(Collected data)
══════════
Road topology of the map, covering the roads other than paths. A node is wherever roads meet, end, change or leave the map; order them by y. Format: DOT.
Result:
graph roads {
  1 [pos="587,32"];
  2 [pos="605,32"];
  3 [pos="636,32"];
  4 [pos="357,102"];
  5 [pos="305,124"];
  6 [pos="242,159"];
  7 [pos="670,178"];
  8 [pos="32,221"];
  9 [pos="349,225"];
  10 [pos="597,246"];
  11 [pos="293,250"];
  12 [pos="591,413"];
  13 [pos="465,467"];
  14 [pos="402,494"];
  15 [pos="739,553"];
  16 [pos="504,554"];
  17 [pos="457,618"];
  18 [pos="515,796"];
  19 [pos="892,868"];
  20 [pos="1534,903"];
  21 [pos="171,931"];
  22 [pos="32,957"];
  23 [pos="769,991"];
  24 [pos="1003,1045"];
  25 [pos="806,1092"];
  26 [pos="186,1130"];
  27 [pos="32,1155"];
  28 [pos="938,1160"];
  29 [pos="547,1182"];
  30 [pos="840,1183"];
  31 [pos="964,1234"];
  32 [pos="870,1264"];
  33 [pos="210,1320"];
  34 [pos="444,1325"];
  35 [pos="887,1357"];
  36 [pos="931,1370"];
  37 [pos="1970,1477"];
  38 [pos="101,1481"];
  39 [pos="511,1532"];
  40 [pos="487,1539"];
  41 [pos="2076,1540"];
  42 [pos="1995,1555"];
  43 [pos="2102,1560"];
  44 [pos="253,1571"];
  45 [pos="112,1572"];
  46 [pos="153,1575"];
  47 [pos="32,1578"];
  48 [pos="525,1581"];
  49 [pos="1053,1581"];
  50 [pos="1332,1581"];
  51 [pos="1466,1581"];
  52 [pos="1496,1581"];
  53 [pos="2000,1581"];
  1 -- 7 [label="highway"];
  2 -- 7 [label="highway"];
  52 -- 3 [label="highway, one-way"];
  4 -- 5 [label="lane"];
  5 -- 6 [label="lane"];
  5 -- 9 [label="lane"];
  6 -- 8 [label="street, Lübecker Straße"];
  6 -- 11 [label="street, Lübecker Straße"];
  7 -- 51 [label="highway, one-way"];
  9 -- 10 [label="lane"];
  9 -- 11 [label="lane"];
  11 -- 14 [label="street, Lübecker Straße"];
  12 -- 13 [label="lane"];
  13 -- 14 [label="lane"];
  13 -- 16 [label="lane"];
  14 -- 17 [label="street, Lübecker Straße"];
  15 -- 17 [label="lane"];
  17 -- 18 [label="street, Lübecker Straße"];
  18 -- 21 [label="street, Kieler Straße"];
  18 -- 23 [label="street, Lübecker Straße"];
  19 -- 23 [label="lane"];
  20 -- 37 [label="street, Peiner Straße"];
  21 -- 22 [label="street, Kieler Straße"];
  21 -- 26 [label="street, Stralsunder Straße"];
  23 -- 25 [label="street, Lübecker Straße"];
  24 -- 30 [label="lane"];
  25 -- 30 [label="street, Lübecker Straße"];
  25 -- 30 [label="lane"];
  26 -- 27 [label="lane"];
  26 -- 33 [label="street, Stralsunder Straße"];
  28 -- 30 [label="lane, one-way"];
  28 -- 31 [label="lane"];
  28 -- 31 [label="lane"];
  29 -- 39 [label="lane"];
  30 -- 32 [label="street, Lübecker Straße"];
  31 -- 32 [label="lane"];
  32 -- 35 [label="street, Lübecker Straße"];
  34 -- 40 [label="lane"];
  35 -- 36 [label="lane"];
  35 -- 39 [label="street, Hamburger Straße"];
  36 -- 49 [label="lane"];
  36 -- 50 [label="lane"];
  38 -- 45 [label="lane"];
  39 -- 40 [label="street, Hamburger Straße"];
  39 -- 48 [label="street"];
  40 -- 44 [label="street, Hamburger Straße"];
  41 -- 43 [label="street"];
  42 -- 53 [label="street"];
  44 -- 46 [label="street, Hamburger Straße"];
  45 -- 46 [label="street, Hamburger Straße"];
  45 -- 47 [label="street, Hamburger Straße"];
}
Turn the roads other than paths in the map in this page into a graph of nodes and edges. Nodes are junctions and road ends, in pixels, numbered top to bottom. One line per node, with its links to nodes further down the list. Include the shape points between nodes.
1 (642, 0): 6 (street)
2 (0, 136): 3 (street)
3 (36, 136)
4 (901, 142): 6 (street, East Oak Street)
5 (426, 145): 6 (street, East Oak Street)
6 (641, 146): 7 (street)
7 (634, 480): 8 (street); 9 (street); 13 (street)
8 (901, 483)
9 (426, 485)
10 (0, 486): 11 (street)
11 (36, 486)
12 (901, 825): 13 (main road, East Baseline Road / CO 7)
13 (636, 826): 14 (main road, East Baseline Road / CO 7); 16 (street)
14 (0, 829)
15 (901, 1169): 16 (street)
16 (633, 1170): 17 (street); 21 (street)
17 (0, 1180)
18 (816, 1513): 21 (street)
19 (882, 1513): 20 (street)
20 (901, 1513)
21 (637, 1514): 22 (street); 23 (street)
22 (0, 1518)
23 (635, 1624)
══════════
### [TASK OBJECTIVE]
Take the entries above and copy out all lines with the string "highway".

### [TASK RESULT]
  1 -- 7 [label="highway"];
  2 -- 7 [label="highway"];
  52 -- 3 [label="highway, one-way"];
  7 -- 51 [label="highway, one-way"];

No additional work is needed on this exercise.